Exercise goal
Extract exactly and only the lines of the data below, starting at the line with "wrist: (1377, 715)" and stopping after the final line.

Material shown

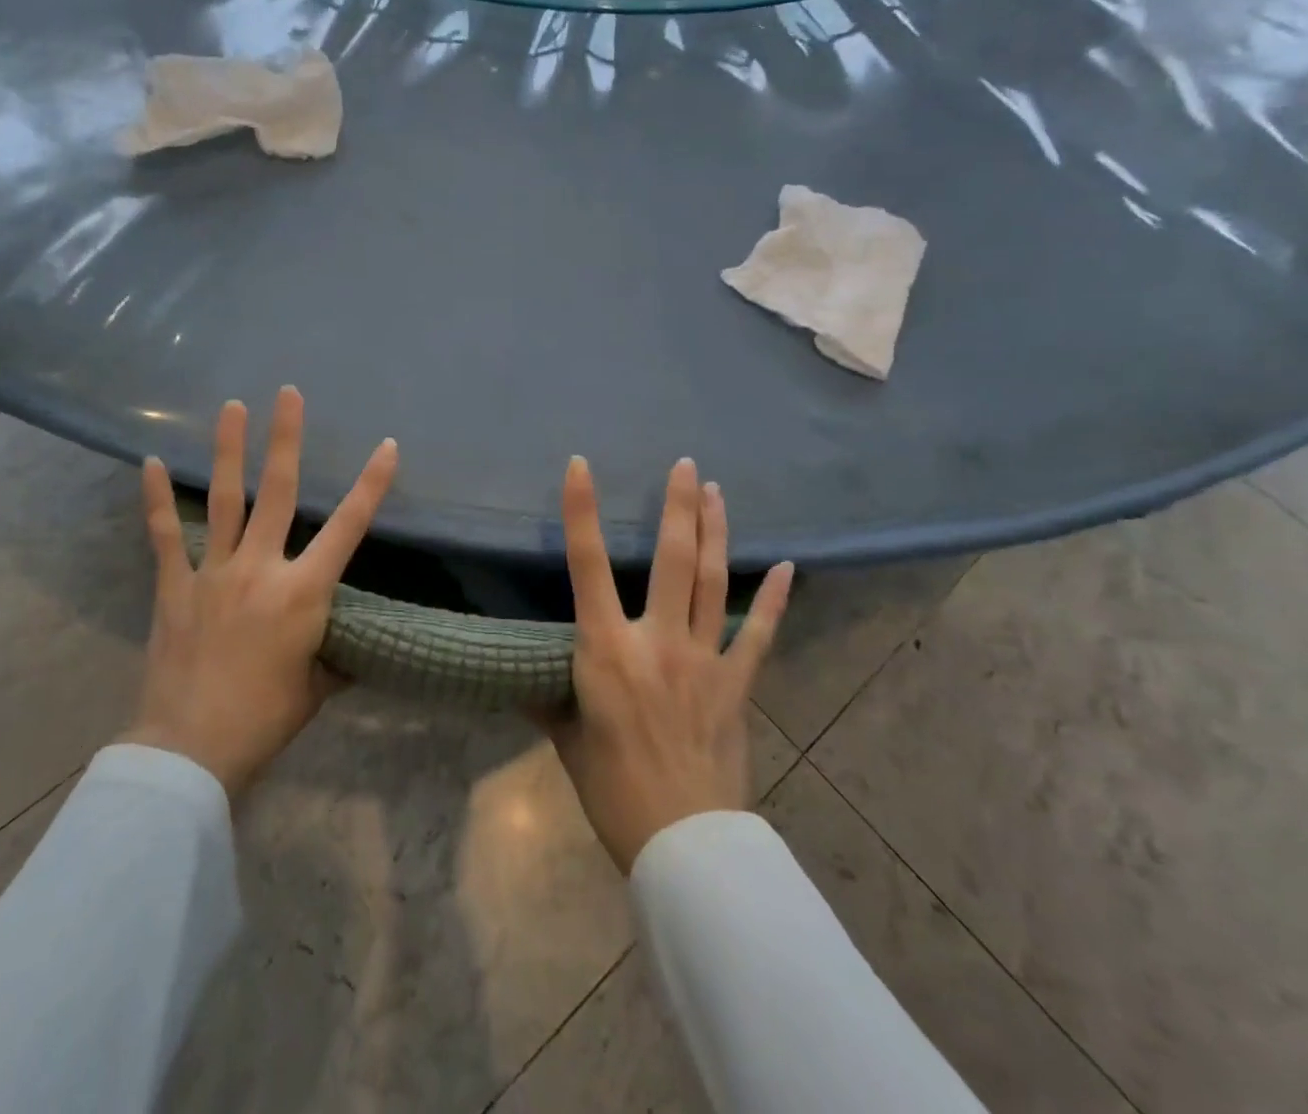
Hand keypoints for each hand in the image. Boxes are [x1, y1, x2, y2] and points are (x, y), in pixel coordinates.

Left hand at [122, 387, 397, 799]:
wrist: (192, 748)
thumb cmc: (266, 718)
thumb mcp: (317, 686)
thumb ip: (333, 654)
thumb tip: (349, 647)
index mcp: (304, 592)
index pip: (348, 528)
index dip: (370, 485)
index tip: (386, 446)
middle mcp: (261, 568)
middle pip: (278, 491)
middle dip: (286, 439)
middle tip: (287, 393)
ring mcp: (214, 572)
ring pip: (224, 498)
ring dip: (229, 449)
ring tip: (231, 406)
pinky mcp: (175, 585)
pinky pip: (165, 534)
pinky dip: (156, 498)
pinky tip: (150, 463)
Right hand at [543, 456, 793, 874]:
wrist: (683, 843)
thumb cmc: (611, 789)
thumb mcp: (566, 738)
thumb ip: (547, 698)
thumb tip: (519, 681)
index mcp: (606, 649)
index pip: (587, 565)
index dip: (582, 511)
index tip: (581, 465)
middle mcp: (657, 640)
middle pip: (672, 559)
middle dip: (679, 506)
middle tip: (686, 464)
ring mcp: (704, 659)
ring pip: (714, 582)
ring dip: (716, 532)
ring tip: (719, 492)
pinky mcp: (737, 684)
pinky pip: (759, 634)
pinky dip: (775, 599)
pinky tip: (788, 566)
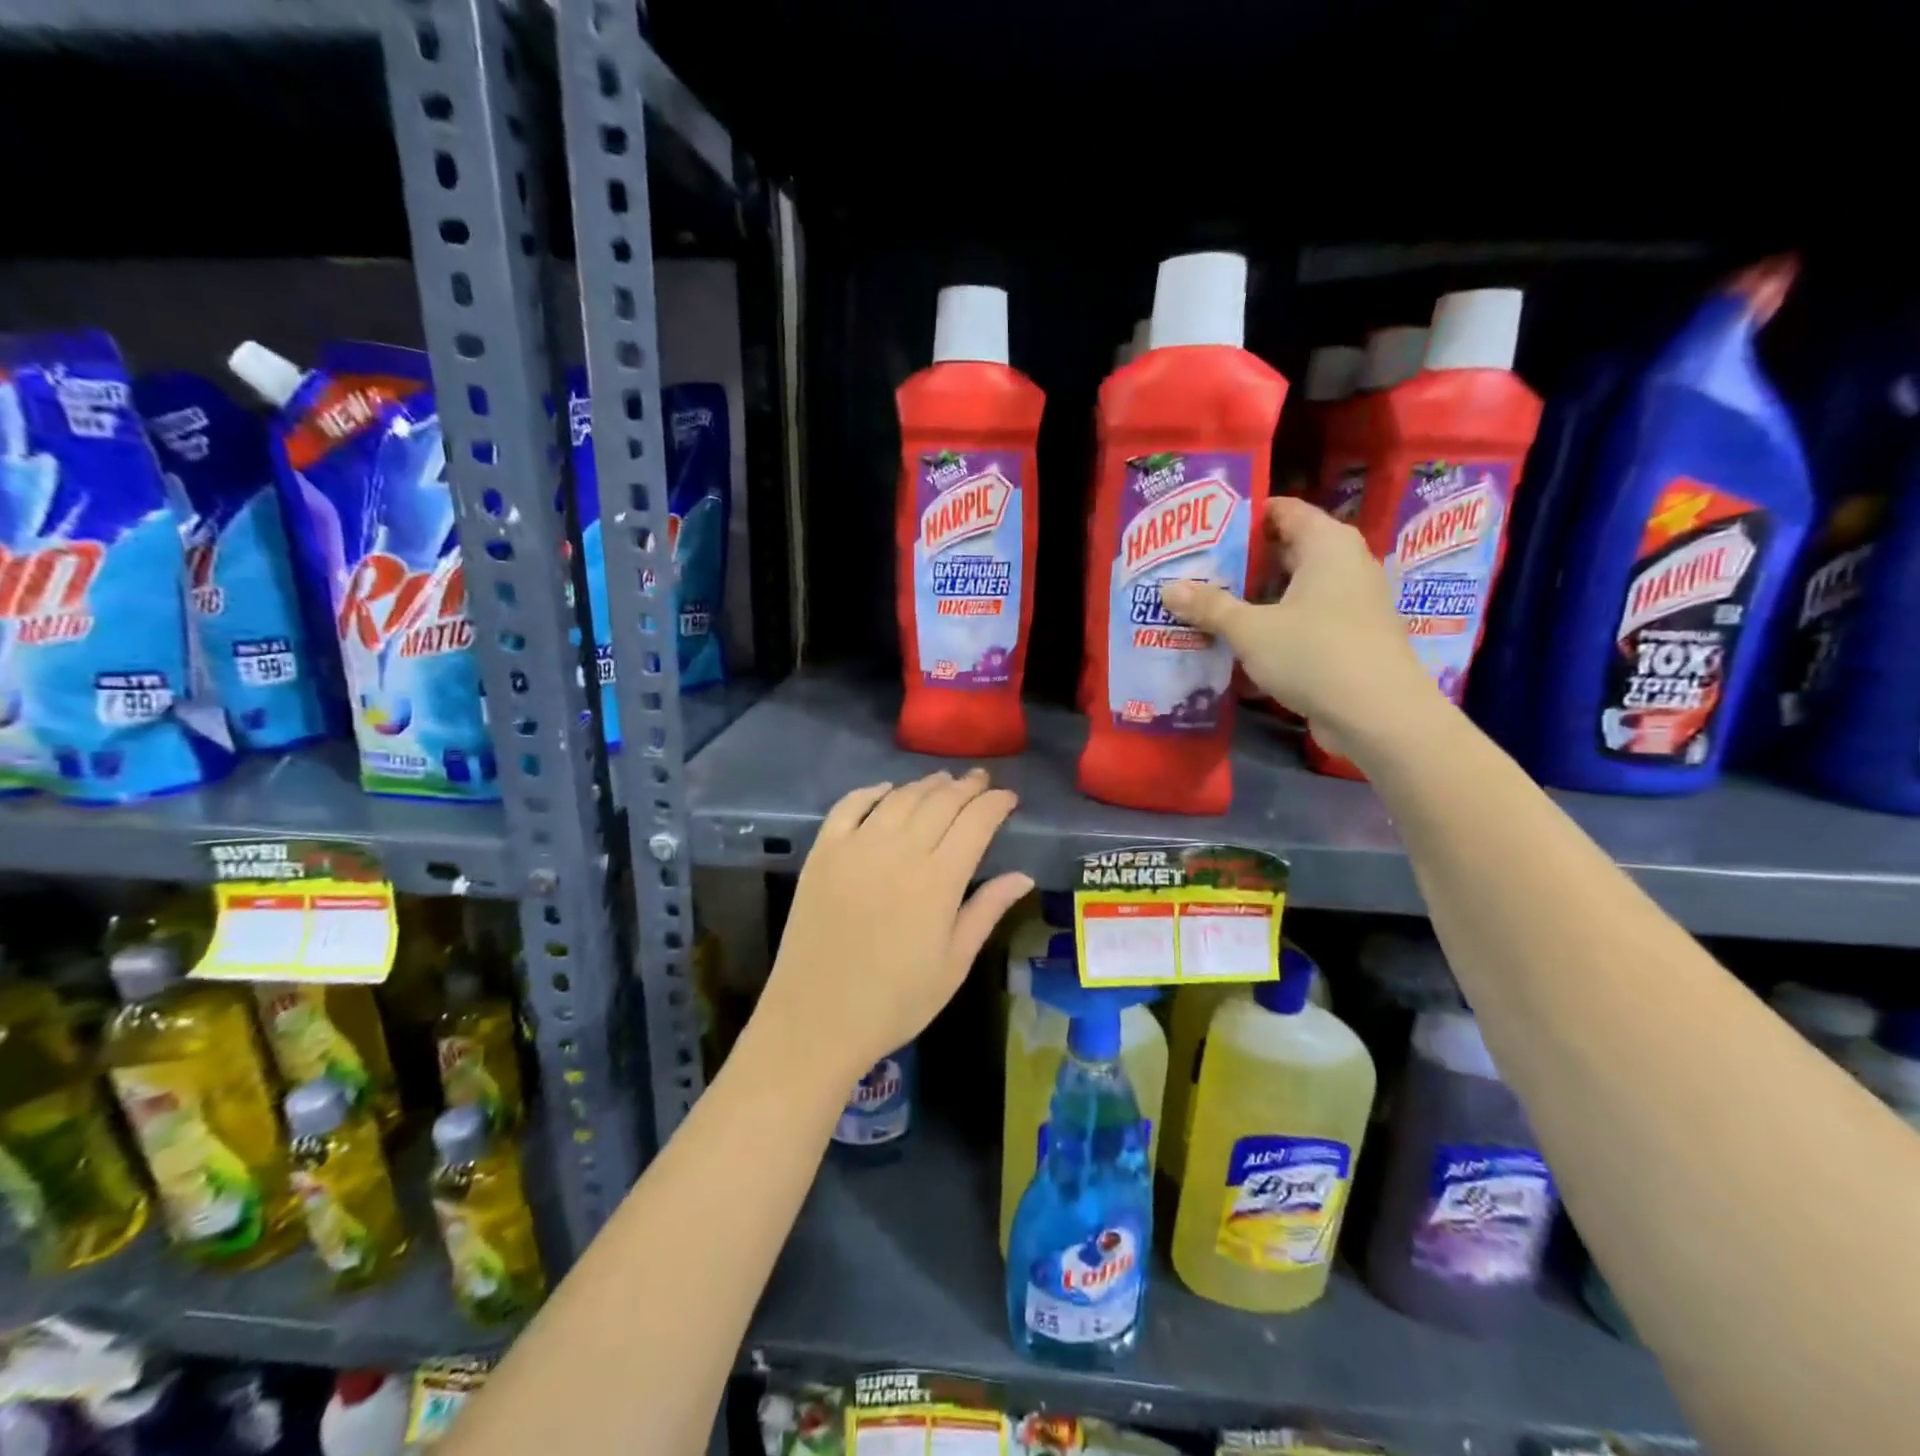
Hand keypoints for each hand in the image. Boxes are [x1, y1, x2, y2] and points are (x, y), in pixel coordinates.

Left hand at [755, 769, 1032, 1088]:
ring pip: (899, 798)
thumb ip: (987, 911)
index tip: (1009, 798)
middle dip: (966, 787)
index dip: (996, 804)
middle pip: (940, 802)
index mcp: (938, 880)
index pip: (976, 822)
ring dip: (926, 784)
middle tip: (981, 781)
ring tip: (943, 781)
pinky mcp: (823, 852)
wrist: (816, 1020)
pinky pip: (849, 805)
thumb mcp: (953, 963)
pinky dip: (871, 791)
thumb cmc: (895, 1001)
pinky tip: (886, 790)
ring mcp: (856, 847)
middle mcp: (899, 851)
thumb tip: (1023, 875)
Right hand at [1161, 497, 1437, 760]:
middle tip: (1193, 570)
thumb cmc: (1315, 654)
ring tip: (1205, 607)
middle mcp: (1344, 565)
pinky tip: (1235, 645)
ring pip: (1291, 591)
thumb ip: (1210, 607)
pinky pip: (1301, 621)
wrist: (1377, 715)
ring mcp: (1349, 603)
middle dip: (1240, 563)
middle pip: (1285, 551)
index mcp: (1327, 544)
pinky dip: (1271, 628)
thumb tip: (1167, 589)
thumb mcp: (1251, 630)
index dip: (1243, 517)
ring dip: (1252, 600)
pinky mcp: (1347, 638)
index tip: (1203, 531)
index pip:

Solution for this exercise
wrist: (1377, 715)
ring mcp: (1349, 603)
middle dip: (1240, 563)
middle pip: (1285, 551)
index mcp: (1327, 544)
pinky dip: (1271, 628)
thumb tip: (1167, 589)
thumb mcp: (1251, 630)
index dip: (1243, 517)
ring dip: (1252, 600)
pinky mcp: (1347, 638)
index tip: (1203, 531)
index pip:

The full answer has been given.